Personal information
- Born: 26 September 1983 (age 42) Soviet Union
- Height: 1.58 m (5 ft 2 in)

Sport
- Country: Russia
- Sport: Boxing
- Event: Light flyweight
- Coached by: Valery Entaltsev Alexander Artyomov

Medal record
Summer Olympics
| Bronze medal – third place | 2012 London | Light flyweight |
World Amateur Championships
| Silver medal – second place | 2009 Milan | Light flyweight |
| Bronze medal – third place | 2011 Baku | Light flyweight |
European Amateur Championships
| Gold medal – first place | 2006 Plovdiv | Light flyweight |
| Gold medal – first place | 2013 Minsk | Light flyweight |

= David Ayrapetyan =

Russian boxer (born 1983)

David Valeryevich Ayrapetyan (Դավիդ Այրապետյանը, born 26 September 1983) is an Armenian-Russian amateur boxer. He is a six-time Champion of Russia, European Champion, World and Olympic medalist. Ayrapetyan was awarded the Honored Master of Sports of Russia title in 2009.

==Early life==
David was born on 26 October 1983 in Baku, Azerbaijan SSR to an Armenian family. David received his name from his uncle, his fathers brother. His uncle was a wrestler and took David to his practices. After the beginning of the First Nagorno-Karabakh War and the subsequent Baku pogrom, the family was forced to move to Armenia and then later to Russia. They lived in Pyatigorsk for 13 years. The family rented a room in a four-storey apartment in which David's parents, brother and grandmother lived in.

In the fourth grade, David already knew some basics of combat from his uncle and once got into a fight with two classmates. He fought for what was right, but didn't win. When David came home, he scattered all of his school things around the house because he was angry. When his mother came home from work, he told her what's wrong, and she started crying and tried to clam him. His mother told him to go take revenge and he did. This is how everything started. Ayrapetyan started boxing when he was 13 years old under Valery Entaltseva. He graduated from North Caucasus State Technical University, Faculty of Law, Stavropol, Russia.

==Career==
Ayrapetyan became the 2002 World Youth Champion in his weight class after boxing for just six years.

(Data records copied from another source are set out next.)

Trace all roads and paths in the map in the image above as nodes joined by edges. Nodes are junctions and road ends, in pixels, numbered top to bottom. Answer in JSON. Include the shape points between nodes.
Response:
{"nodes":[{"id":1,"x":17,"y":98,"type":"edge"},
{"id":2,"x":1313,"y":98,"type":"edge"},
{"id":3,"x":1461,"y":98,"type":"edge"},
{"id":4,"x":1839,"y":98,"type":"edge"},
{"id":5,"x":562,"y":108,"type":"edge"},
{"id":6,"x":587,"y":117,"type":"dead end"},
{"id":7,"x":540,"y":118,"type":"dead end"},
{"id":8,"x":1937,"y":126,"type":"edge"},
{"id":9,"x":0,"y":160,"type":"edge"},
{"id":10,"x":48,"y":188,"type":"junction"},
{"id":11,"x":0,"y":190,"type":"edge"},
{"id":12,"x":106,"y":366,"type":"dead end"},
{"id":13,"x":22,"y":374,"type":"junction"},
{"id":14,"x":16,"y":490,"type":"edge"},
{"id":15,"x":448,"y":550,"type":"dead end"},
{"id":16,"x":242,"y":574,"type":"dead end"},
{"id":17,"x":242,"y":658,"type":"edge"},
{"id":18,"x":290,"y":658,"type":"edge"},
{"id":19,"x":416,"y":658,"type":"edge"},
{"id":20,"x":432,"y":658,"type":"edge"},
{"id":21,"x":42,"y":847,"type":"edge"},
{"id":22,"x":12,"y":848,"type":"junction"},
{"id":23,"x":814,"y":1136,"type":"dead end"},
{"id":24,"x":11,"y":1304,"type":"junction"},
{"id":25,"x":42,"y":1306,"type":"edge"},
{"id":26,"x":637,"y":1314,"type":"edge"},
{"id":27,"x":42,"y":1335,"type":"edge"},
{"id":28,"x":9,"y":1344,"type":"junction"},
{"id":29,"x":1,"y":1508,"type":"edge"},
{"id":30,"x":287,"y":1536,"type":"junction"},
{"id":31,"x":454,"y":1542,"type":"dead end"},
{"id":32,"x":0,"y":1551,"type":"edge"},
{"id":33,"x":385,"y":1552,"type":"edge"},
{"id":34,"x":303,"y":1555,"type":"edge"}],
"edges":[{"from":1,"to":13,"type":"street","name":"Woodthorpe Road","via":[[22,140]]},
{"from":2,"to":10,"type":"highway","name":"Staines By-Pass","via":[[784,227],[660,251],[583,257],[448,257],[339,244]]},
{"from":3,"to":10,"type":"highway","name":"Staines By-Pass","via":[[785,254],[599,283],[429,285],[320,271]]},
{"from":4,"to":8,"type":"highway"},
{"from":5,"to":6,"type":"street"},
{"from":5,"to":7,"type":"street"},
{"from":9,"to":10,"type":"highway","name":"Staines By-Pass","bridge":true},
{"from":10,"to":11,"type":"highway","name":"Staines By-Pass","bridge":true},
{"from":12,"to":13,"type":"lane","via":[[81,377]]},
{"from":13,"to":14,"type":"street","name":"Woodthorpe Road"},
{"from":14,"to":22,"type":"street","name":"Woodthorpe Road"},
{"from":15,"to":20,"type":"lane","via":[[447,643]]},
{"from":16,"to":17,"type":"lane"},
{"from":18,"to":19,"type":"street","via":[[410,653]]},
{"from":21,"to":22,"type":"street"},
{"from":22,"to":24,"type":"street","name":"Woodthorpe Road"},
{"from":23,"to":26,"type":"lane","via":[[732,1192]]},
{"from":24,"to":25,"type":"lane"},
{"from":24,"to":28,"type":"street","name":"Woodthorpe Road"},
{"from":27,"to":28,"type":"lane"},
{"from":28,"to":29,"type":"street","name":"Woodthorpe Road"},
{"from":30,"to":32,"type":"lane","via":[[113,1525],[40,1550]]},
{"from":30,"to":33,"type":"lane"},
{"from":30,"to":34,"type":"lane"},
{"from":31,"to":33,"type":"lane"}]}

He was included in the Russian national boxing team in 2006 and won a gold medal at the 2006 European Amateur Boxing Championships in Plovdiv. Ayrapetyan is only the second Russian boxer to become a European Champion in the light flyweight division, after the highly decorated veteran Sergey Kazakov. In 2006 and 2007, Ayrapetyan beat Kazakov at the Russian Championships and took his spot on the national team as first in the light flyweight division. At the 2007 World Amateur Boxing Championships, Ayrapetyan beat returning Vice-Champion Pál Bedák in the first round but next lost to reigning World Champion Zou Shiming, who went on to win the World Championships again. Ayrapetyan competed at the 2008 Summer Olympics in Beijing. He unexpectedly lost in the first match to Georgiy Chygayev, who won the European Championship at flyweight that year and then moved down in weight class.

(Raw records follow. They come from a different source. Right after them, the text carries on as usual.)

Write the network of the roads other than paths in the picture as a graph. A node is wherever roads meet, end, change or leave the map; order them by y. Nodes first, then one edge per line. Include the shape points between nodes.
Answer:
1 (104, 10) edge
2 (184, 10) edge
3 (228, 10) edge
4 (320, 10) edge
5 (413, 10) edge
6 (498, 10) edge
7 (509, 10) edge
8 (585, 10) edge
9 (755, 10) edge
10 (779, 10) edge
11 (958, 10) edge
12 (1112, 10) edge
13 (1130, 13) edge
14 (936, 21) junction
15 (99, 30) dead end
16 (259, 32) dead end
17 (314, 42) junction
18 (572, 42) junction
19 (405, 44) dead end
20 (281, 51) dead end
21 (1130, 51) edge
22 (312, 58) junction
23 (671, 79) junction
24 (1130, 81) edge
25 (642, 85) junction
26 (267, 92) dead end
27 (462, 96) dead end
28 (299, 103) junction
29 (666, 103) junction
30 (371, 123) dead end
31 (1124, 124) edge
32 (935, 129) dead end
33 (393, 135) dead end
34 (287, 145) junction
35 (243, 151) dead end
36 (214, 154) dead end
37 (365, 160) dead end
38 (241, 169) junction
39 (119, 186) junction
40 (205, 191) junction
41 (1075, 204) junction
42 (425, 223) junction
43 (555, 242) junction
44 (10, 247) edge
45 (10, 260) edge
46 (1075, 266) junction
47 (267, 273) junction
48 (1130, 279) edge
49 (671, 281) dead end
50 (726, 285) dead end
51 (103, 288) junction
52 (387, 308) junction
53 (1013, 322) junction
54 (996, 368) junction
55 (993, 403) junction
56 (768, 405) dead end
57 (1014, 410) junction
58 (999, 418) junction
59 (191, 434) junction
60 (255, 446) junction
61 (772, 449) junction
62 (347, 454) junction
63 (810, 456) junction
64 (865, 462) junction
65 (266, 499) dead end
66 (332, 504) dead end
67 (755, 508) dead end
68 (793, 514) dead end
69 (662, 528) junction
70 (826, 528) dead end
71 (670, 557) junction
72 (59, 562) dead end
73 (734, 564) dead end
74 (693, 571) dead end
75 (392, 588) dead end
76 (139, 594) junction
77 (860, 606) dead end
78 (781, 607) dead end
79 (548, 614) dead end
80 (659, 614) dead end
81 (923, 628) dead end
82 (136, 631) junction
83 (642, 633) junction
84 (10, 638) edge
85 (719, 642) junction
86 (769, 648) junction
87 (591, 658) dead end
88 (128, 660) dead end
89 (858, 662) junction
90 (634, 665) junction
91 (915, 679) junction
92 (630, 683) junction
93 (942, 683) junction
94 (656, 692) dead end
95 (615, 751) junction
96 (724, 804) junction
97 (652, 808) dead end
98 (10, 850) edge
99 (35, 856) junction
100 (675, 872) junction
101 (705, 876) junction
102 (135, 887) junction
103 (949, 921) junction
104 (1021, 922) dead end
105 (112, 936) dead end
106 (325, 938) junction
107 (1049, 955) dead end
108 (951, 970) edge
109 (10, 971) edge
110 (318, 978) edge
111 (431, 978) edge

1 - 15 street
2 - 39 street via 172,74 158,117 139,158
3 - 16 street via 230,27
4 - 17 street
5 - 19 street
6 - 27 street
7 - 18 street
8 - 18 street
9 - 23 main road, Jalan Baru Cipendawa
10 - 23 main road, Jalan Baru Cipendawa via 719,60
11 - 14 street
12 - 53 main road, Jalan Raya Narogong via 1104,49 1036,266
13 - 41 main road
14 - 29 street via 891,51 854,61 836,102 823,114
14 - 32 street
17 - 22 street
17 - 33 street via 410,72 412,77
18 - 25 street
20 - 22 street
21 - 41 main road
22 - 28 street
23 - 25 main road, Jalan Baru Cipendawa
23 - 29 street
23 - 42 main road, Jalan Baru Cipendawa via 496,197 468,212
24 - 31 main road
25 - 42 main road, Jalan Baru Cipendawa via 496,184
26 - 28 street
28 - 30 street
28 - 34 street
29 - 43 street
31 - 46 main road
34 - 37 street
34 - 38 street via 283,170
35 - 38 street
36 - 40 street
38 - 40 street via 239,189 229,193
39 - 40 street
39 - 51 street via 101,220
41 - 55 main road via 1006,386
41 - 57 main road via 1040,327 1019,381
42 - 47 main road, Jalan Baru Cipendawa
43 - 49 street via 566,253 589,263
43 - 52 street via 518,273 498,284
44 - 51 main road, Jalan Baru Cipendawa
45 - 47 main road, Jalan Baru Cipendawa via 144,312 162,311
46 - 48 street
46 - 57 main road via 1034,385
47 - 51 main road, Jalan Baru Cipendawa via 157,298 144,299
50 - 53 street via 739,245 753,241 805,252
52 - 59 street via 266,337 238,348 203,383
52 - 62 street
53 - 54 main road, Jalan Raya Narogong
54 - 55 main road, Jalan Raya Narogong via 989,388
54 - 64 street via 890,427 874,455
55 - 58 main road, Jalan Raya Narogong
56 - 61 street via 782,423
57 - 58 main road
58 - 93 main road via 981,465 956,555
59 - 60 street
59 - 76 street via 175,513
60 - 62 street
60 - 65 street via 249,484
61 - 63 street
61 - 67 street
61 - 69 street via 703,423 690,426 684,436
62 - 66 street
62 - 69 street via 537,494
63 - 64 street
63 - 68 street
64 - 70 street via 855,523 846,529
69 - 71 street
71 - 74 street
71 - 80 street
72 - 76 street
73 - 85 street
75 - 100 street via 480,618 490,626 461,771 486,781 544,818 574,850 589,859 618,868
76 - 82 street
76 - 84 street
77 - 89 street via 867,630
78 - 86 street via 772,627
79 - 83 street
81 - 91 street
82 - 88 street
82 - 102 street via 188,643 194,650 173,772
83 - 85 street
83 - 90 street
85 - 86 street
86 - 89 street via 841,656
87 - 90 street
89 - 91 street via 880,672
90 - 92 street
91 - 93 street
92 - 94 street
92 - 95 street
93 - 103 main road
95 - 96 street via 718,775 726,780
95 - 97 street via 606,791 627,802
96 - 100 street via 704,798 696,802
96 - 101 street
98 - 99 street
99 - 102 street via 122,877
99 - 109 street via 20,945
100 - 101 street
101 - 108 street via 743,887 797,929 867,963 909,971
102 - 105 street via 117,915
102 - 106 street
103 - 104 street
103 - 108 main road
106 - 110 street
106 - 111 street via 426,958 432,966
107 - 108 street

Ayrapetyan reached the finals at the 2009 World Amateur Boxing Championships in Milan and won the silver medal. He won a bronze medal at the 2011 World Amateur Boxing Championships after losing to now reigning World and Olympic Champion Shiming, who went on to win the World Championship yet again. Ayrapetyan advanced to the semifinals at the 2012 Summer Olympics and won an Olympic bronze medal.

==Awards==
- Medal of the Order, For Services to the Fatherland, II degree (13 August 2012) - for outstanding contribution to the development of physical culture and sports, high achievements in sports at the 2012 Summer Olympics in London, United Kingdom.